Eind 2006 ontsnapte de Amerikaanse filosoof Daniel Dennett aan de dood. Een gesprek over dankbaarheid en vrije wil.
‘Ik had een soort openbaring, ook al was die niet religieus. Ik had zoveel geluk gehad’, zegt Daniel Dennett aan het eind van het interview. ‘Ik leefde nog!’ De Amerikaanse filosoof vertelt hoe hij in 2006 ontsnapte aan de dood: een dissectie in zijn aorta werd net op tijd ontdekt en hij onderging een levensreddende operatie waarin zijn aorta vervangen werd. “‘Thank goodness”, zei ik toen. Dat is geen eufemisme voor “Dank God”; het danken van God slaat de plank mis. Het is dankzij de concrete goedheid van mensen dat ik nog leef.’

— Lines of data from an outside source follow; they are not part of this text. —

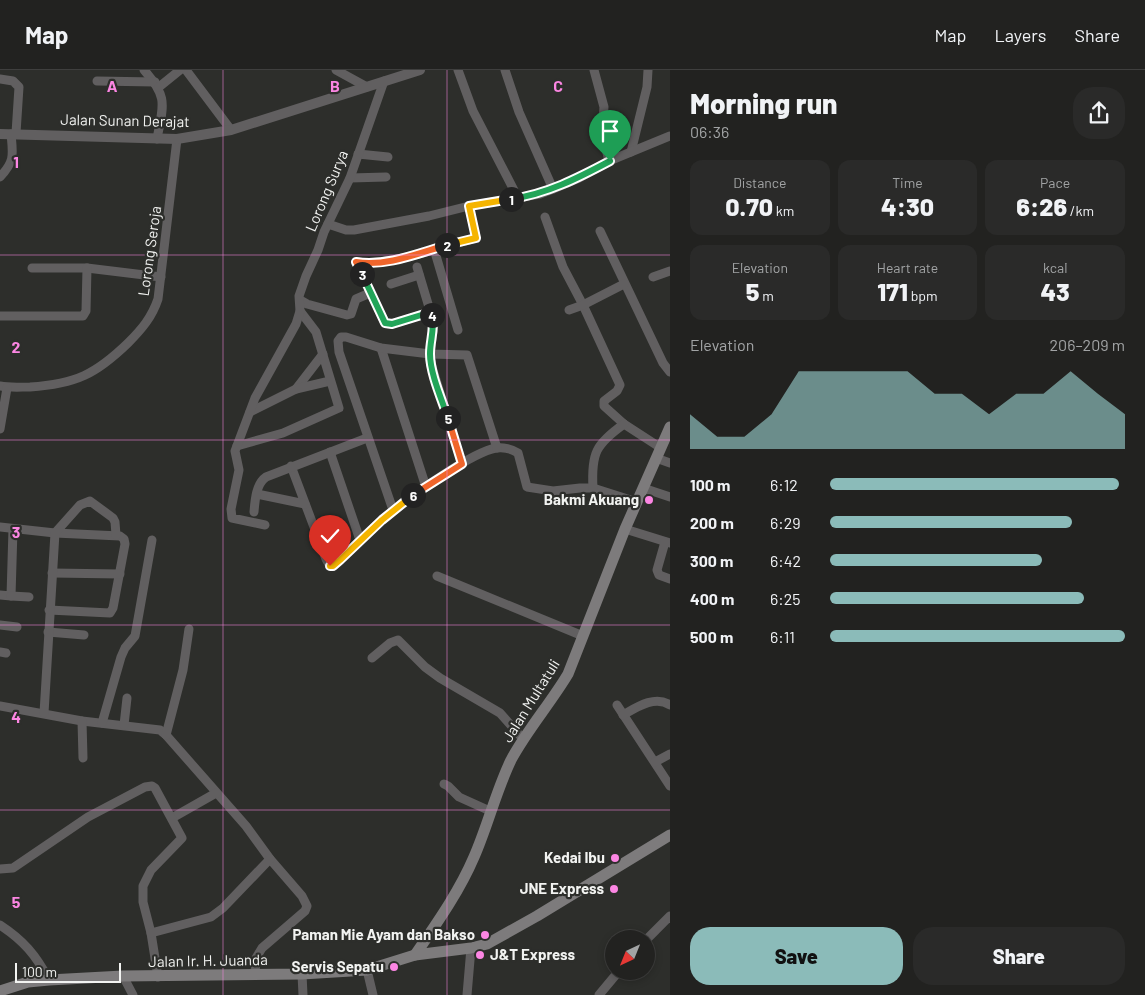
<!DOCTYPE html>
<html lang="en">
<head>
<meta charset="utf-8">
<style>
  body { margin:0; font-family:Barlow,sans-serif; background:#2a2a29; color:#f1f3f6; height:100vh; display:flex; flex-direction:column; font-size:19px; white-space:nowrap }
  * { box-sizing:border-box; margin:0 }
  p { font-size:16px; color:#a2a4a5 }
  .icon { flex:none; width:28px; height:28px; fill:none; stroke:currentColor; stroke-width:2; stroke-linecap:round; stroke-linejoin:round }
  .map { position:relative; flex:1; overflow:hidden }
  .sheet { display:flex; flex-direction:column; background:#222220; width:475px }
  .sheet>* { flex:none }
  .needle { width:32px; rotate:223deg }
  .buttons { position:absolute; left:605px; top:860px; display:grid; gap:10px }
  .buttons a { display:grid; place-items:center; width:50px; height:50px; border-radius:50%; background:#222220; box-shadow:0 2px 8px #0003,0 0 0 1px #3f3f3e; font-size:25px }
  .scale { position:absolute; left:15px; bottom:12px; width:106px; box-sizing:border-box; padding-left:5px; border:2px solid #f2f3f1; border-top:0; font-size:14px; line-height:18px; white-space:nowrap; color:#f2f3f1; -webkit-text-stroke:4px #2d2e2b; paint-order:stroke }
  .pin { position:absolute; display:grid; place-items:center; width:42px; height:42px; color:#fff; margin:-51px -21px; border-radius:50% 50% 50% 0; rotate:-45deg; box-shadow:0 0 5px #0007 }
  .pin .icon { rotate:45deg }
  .km { position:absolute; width:25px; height:25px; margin:-12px; border-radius:50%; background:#222; color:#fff; font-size:14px; line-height:25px; text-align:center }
  .round { display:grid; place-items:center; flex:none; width:52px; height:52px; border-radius:20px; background:#2a2a29 }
  .head { display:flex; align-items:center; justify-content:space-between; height:85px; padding:0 20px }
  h1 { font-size:28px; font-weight:800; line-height:38px }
  .stats { display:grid; grid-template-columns:repeat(3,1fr); gap:8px; height:85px; padding:5px 20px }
  .stats div { display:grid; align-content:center; border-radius:12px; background:#2a2a29; text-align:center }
  .stats b { font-size:25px; font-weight:800 }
  .stats small { font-size:14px; font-weight:400 }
  .stats p { font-size:14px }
  .chart { height:140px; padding:10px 20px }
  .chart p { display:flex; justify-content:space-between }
  .chart svg { width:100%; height:90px; margin-top:5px; fill:#8bbbb9; opacity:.7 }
  .action { display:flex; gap:10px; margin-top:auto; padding:10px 20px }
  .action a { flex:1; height:58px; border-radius:20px; background:#8bbbb9; color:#111; font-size:20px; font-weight:800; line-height:58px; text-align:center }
  .action a+a { background:#2a2a29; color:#f1f3f6 }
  ul { padding:0 20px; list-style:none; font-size:16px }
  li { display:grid; grid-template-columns:80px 60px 1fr; align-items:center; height:38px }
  li i { height:12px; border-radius:6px; background:#8bbbb9 }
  header { display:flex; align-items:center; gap:30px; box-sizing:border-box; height:70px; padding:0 25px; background:#222220; border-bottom:1px solid #3f3f3e }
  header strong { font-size:24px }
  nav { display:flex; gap:28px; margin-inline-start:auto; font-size:18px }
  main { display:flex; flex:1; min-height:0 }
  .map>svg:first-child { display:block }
</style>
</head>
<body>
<header>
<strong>Map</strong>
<nav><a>Map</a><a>Layers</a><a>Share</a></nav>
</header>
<main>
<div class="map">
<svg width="670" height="925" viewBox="0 0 670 925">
  <rect width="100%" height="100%" fill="#2d2e2b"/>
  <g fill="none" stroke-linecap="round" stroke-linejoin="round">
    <!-- minor -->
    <g stroke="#615f60" stroke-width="9">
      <path d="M144,0C169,28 163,35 157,69"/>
      <path d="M186,0L231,60"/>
      <path d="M336,0L367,17"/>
      <path d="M458,0L473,41L518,128"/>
      <path d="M594,0L604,37L602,63L609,91"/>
      <path d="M0,9L13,11L19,17L16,63"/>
      <path d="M97,11L155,12"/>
      <path d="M159,17L180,0"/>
      <path d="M631,82L647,17L648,0"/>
      <path d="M358,84L388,87"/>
      <path d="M0,107C15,91 13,85 11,64"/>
      <path d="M350,108L386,107"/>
      <path d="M553,119L579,108L609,91L670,66"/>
      <path d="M545,147L563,197L583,235L620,315L617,321L604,331V336L624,354L661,378"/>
      <path d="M328,154L346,160H354L429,146L469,136L540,124L553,119L519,42L505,0"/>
      <path d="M600,161L663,293L670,302"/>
      <path d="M434,179L458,260"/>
      <path d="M356,192C385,197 446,176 476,168L469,136"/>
      <path d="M356,192L385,253L392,254L431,242"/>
      <path d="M417,197L434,254L430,284L432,297L462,394"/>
      <path d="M32,198H87L161,207"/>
      <path d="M653,207L670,201"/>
      <path d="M391,214L419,205"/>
      <path d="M300,230L307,234L347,245L351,244L356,229L370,223"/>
      <path d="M569,240L583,235L624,214"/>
      <path d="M0,246H83L86,241L87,198"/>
      <path d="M381,278L426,417"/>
      <path d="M0,316C10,318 20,317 30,317C76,314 96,304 128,273C142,259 152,247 158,229L177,69"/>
      <path d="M296,319L323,284"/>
      <path d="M250,342L296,319L330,311"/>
      <path d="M0,359L7,318"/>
      <path d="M237,376L283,363L339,338L316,262L300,241"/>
      <path d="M330,382L360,470"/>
      <path d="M656,388L670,393"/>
      <path d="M291,396L326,489L330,496H333L340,490C358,473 374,455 394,440C413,424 473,382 496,378C503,377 512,379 518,383L527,417L553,421L580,418H593L637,432"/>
      <path d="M593,418C591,383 596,374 624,354"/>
      <path d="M643,418L670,427"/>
      <path d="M257,424L305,434"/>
      <path d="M393,440L339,282L338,271L341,267H346L381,278L430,284L467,285L497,378"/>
      <path d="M254,442C255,430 256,414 266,407L367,368"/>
      <path d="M265,455L232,448L231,439L239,400L235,381L255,328L296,254L300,241L299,226L306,206L318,180L324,162L350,108L384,11"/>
      <path d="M0,457L55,463L120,466L124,469L125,474L113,538L110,543L49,540"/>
      <path d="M625,459L670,473"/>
      <path d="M665,472L657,500L659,505L670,509"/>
      <path d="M52,503L120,504"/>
      <path d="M437,506L583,566"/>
      <path d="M0,525L11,526L13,459"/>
      <path d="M11,526L29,527"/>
      <path d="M0,555L17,557"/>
      <path d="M48,562L84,565"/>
      <path d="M0,582L6,583"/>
      <path d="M372,588L390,573L398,570L425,597L440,608L500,643L523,669"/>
      <path d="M617,635L670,716"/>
      <path d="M0,636L82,651L160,660L166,665L246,756L270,789L302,826L307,836L305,841L262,878L256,888L255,905"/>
      <path d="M44,643L55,463L80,435L90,431L113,448L115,452L116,465"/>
      <path d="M623,645C637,637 655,625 670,635"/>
      <path d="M82,651L83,688"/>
      <path d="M102,653L121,587L125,578L135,566L152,470"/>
      <path d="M124,655L127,628"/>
      <path d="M166,665L183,600L189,559"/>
      <path d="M655,692L670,684"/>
      <path d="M444,714L448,716L459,727L490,741"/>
      <path d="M172,748L216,723"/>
      <path d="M0,799L13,798L88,747L145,717L152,716L155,718L182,768L151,800L143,816V832L151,863L158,907"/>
      <path d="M0,855C23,870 36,885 49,910"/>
      <path d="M151,863L211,847L223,838L270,789"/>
      <path d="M646,870L670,846"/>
      <path d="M367,900L373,925"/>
      <path d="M302,904L303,925"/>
      <path d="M123,906L133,925"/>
      <path d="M467,925L471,878"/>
      <path d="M599,925L619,901"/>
    </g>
    <!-- tertiary -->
    <path stroke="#615f60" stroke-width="10" d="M0,64L177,69L231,60L420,0"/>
    <!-- secondary -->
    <g stroke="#7d7b7c" stroke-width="11">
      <path d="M415,885C437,853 459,822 474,787C488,755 496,721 511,690C527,660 550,634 568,604L625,459L670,357"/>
      <path d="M0,921L28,912L49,910L123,906L302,904L367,900L415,885L471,878L487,874L537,846L670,765"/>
    </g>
  </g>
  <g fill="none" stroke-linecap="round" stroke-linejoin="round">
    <defs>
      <path id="split-1" d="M511,129C547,124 578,108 610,91"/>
      <path id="split-2" d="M447,175L476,168L469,136L511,129"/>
      <path id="split-3" d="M362,204L356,192C386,197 419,183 447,175"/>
      <path id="split-4" d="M362,204L385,253L392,254L431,242L432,245"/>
      <path id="split-5" d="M432,245C435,259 430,270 430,284C430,303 442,330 448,348"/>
      <path id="split-6" d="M413,425L462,394L448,348"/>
      <path id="split-7" d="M330,496H333L340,490L382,450L413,425"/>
    </defs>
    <!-- split-1 casing -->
    <use href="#split-1" stroke="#fff" stroke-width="10"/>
    <!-- split-2 casing -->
    <use href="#split-2" stroke="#fff" stroke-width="10"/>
    <!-- split-3 casing -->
    <use href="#split-3" stroke="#fff" stroke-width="10"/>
    <!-- split-4 casing -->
    <use href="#split-4" stroke="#fff" stroke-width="10"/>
    <!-- split-5 casing -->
    <use href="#split-5" stroke="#fff" stroke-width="10"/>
    <!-- split-6 casing -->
    <use href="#split-6" stroke="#fff" stroke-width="10"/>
    <!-- split-7 casing -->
    <use href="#split-7" stroke="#fff" stroke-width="10"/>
    <!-- split-1 -->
    <use href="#split-1" stroke="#22a559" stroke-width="6"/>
    <!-- split-2 -->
    <use href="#split-2" stroke="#f5b400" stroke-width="6"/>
    <!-- split-3 -->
    <use href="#split-3" stroke="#f0652b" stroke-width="6"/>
    <!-- split-4 -->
    <use href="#split-4" stroke="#22a559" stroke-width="6"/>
    <!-- split-5 -->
    <use href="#split-5" stroke="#22a559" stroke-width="6"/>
    <!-- split-6 -->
    <use href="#split-6" stroke="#f0652b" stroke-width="6"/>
    <!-- split-7 -->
    <use href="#split-7" stroke="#f5b400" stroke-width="6"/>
  </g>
  <!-- grid -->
  <path fill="none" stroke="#fc86e3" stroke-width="1" stroke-opacity="0.55" d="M223,0V925M447,0V925M0,185H670M0,370H670M0,555H670M0,740H670"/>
  <!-- markers -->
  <g fill="#fc86e3" stroke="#2d2e2b" stroke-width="2">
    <circle cx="649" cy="430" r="5"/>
    <circle cx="615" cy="788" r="5"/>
    <circle cx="614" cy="819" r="5"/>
    <circle cx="485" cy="865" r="5"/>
    <circle cx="480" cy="885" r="5"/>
    <circle cx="394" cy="897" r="5"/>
  </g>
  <g text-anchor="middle" stroke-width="4.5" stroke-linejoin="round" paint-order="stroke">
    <!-- street labels -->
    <g font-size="15" fill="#f2f3f1" stroke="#2d2e2b">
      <text transform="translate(125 51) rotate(1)" y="5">Jalan Sunan Derajat</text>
      <text transform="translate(327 121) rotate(-67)" y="5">Lorong Surya</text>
      <text transform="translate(150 181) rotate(-82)" y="5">Lorong Seroja</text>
      <text transform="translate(531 631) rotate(-58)" y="5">Jalan Multatuli</text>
      <text transform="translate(208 891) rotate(-1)" y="5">Jalan Ir. H. Juanda</text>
    </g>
    <!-- poi labels -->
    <g font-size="15" font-weight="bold" fill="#f2f3f1" stroke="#2d2e2b" text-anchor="end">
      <text x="639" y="435">Bakmi Akuang</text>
      <text x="605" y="793">Kedai Ibu</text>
      <text x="604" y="824">JNE Express</text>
      <text x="475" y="870">Paman Mie Ayam dan Bakso</text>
      <text x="490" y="890" text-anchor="start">J&amp;T Express</text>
      <text x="384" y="902">Servis Sepatu</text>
    </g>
  </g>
  <g font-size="16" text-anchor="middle" font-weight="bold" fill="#fc86e3" stroke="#2d2e2b" stroke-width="4.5" stroke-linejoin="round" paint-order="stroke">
    <text x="112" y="22">A</text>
    <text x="335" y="22">B</text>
    <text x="558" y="22">C</text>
    <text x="16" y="98">1</text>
    <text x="16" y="283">2</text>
    <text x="16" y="468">3</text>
    <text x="16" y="653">4</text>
    <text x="16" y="838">5</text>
  </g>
</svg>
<div class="buttons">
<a><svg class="needle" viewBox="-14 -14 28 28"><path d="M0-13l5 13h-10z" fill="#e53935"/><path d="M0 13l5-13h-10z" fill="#a2a4a5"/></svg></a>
</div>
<div class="scale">100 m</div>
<div class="pin" style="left:610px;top:91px;background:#1e9e55"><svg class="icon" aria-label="arrive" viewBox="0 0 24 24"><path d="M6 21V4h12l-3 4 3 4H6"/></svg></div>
<div class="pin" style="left:330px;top:496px;background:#d93025"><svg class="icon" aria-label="check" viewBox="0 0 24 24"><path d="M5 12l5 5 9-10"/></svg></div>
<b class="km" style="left:511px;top:129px">1</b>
<b class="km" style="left:447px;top:175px">2</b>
<b class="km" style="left:362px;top:204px">3</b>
<b class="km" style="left:432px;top:245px">4</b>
<b class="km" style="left:448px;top:348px">5</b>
<b class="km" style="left:413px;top:425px">6</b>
</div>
<section class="sheet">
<div class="head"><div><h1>Morning run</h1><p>06:36</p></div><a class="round"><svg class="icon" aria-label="share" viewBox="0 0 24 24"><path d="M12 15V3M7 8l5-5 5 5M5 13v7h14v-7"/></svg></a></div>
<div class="stats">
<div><p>Distance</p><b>0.70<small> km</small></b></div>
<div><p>Time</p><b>4:30</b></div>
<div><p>Pace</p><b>6:26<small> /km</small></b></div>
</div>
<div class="stats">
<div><p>Elevation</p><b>5<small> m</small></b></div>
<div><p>Heart rate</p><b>171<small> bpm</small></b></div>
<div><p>kcal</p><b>43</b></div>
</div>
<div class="chart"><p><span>Elevation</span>206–209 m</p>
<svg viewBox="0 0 160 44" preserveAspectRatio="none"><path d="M0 44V27L10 38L20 38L30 27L40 6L50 6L60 6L70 6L80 6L90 17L100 17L110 27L120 17L130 17L140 6L150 17L160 27V44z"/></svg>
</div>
<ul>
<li><b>100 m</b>6:12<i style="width:98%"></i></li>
<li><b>200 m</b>6:29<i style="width:82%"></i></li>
<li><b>300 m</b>6:42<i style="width:72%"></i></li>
<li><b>400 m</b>6:25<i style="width:86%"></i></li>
<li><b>500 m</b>6:11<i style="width:100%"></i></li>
</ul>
<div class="action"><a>Save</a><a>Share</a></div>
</section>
</main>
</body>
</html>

Dennett wil maar zeggen: hij mag ooit uitgemaakt zijn voor Darwiniaans fundamentalist, hij gelooft niet dat er meer is dan de natuur, maar dat betekent helemaal niet dat daarmee moraal en zingeving onmogelijk worden. Ook in een ‘goddeloos universum’ is de mens geen dier dat zich louter bekommert om zijn eigenbelang, geen oog heeft voor schoonheid en niet in staat is tot verheven emoties als dankbaarheid, ontzag en bewondering. ‘Als je iets wilt bewonderen, bewonder dan de natuur.’